Nous sommes bien habitués à ce double jeu et à l’hypocrisie flagrante. L »indifférence des nations face aux génocides et aux massacres par des tyrans ne date pas d’aujourd’hui et elle n’a pas évolué depuis Hitler et Staline.

La situation actuelle en Syrie est insupportable et les Occidentaux doivent mettre un terme à ce régime sanguinaire même au risque de l’éclatement du pays en cantons ethniques. La famille Assad doit quitter le pouvoir immédiatement et si nécessaire par la force. Elle devrait logiquement suivre les familles Moubarak et Ben Ali et le model yéménite. Israël ne souhaite pas intervenir mais serait prêt à accueillir pour des raisons humanitaires les nombreux réfugiés rescapés des massacres. Rappelons que Damas se trouve à une centaine de kilomètres de nos frontières et dans un carrefour hostile du front Est. Assad alimente et finance le terrorisme et fait partie de l’Axe du Mal. Il dispose des missiles de longue portée et notamment chimiques et il ambitionne toujours d’acquérir l’arme nucléaire…Imaginons le plateau du Golan remis aux Syriens…à savoir des chars d’Assad avec son artillerie lourde devant les portes de la ville de Tibériade…

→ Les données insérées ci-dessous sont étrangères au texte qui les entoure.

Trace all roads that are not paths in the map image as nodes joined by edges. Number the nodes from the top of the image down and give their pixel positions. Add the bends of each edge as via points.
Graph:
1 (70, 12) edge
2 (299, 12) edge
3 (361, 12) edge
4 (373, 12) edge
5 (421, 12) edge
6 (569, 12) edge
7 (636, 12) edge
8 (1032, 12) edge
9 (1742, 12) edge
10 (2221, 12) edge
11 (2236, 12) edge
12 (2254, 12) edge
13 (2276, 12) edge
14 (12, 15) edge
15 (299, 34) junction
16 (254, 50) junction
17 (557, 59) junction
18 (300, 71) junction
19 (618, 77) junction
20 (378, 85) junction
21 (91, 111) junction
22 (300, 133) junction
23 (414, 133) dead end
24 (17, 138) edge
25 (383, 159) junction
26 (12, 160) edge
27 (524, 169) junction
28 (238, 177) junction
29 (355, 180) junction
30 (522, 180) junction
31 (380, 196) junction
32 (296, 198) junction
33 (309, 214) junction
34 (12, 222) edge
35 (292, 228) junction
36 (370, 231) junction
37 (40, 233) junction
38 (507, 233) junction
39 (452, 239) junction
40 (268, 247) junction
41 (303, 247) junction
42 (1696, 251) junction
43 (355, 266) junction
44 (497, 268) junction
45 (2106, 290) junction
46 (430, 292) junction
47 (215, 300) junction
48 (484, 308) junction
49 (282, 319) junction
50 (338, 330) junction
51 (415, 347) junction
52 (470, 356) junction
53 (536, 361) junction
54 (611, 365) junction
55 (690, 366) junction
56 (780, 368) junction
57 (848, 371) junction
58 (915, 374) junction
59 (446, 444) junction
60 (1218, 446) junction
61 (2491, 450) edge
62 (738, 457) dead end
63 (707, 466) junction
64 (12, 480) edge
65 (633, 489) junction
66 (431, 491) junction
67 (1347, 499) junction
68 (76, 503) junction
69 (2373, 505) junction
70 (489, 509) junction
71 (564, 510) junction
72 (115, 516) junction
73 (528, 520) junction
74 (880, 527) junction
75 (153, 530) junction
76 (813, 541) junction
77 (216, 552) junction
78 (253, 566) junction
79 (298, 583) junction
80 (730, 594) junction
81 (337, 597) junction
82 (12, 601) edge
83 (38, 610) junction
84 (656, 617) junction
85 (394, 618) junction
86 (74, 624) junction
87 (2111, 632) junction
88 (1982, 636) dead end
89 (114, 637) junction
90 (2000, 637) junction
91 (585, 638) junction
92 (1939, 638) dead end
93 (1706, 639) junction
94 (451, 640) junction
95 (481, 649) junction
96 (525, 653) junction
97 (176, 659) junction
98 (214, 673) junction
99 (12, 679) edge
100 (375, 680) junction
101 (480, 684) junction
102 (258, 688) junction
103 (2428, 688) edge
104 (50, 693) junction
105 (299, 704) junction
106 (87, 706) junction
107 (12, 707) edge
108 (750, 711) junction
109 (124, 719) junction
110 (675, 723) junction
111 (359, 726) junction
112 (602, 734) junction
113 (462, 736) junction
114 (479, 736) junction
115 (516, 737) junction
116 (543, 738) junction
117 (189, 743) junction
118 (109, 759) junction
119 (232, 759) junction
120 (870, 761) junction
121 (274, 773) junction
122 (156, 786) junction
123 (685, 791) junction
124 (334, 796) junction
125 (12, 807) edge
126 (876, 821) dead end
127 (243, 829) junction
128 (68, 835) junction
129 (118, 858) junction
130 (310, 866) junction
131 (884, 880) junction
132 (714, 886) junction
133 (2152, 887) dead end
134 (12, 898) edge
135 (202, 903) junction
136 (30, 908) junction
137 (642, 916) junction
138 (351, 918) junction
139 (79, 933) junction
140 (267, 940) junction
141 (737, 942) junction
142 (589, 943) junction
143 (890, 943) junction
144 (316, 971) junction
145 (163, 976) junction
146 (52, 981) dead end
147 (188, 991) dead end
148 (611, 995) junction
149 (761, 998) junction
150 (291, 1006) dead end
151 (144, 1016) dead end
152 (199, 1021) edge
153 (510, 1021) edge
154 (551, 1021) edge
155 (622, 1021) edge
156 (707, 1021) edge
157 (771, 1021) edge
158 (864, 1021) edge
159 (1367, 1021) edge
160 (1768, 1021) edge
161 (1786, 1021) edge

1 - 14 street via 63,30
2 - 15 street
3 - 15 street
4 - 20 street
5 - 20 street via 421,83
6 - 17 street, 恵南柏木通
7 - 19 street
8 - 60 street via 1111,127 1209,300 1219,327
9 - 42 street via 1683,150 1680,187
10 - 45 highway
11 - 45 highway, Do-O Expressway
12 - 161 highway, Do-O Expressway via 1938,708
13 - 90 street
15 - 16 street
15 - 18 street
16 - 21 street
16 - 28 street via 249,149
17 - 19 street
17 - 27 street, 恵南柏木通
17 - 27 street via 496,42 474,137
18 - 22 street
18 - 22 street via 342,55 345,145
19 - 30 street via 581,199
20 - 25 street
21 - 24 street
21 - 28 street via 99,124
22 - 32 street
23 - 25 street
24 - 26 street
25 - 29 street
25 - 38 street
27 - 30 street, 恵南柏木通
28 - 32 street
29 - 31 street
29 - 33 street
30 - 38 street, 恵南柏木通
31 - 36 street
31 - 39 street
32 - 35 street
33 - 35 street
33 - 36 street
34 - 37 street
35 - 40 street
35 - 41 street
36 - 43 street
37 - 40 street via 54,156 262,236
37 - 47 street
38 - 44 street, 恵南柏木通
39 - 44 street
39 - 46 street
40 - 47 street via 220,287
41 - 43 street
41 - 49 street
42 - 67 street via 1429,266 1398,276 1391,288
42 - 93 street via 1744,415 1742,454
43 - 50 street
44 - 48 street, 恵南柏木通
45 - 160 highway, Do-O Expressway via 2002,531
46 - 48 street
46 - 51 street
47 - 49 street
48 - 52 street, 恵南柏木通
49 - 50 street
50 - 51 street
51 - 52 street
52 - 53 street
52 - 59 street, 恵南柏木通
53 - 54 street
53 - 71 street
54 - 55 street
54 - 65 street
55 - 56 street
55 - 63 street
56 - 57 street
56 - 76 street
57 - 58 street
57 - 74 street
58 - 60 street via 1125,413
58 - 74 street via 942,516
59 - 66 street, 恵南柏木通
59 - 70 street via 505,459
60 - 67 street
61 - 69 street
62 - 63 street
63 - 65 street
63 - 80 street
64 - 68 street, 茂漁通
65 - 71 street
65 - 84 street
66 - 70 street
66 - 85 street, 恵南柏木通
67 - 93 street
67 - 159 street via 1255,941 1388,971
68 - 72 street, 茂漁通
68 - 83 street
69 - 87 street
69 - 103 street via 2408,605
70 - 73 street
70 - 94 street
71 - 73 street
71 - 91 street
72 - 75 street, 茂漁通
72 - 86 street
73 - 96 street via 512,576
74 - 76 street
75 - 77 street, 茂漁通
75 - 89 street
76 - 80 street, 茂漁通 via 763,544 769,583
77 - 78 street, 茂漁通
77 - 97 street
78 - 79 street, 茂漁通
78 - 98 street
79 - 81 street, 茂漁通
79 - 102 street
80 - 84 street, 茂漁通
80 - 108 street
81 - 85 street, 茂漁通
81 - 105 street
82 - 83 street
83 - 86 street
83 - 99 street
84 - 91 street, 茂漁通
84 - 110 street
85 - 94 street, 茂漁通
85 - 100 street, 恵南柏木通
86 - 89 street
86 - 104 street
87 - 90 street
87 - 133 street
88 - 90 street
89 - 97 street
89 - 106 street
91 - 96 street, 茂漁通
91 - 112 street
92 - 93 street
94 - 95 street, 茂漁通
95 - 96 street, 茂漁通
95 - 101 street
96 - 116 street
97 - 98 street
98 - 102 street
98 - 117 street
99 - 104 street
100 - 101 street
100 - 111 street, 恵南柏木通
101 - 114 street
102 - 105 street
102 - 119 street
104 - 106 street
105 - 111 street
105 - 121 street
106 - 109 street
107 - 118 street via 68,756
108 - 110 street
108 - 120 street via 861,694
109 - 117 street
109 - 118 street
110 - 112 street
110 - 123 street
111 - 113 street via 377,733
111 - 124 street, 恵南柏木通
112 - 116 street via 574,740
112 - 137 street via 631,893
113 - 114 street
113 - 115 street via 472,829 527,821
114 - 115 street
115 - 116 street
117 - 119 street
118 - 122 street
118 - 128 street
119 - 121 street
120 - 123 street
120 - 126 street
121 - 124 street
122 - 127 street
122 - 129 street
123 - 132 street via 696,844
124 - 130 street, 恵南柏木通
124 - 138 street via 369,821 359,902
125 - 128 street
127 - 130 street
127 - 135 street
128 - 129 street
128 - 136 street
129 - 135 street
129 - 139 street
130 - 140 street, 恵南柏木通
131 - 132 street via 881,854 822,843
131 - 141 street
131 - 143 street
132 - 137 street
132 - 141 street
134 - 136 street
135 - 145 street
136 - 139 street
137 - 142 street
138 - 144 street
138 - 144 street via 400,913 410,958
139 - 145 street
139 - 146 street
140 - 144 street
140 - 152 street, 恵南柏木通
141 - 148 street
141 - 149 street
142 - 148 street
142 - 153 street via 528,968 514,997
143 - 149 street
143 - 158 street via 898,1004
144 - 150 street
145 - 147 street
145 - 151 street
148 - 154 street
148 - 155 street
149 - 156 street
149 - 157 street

Les Occidentaux doivent à tout prix éviter que la région s’embrase par une guerre régionale entre le front chiite dirigé par l’Iran et la Syrie et le camp sunnite dirigé par l’Arabie Saoudite. Depuis le départ des Américains d’Irak, des vagues terroristes, des guerres ethniques et religieuses sont orchestrées par les Gardiens de la Révolution et el Qaïda.

Le président Obama, préoccupé par sa réélection, devrait être plus ferme et intransigeant devant la nouvelle donne géopolitique et surtout face aux Russes qui eux s’obstinent pour des raisons stratégiques et mercantiles à soutenir le régime d’Assad. Obama devrait se souvenir qu’un président américain démocrate du nom de J.F. Kennedy avait mis au pied du mûr le maître du Kremlin de l’époque…Il avait calculé froidement le risque du déclenchement d’une nouvelle guerre mondiale… Cela s’appelait: Dissuasion par excellence!

Pour conclure, nous espérons vivement que la diplomatie occidentale redore enfin son blason! Elle devrait avec sagesse et détermination garantir la paix et la sécurité dans un monde où la loi de la jungle est quasiment omniprésente!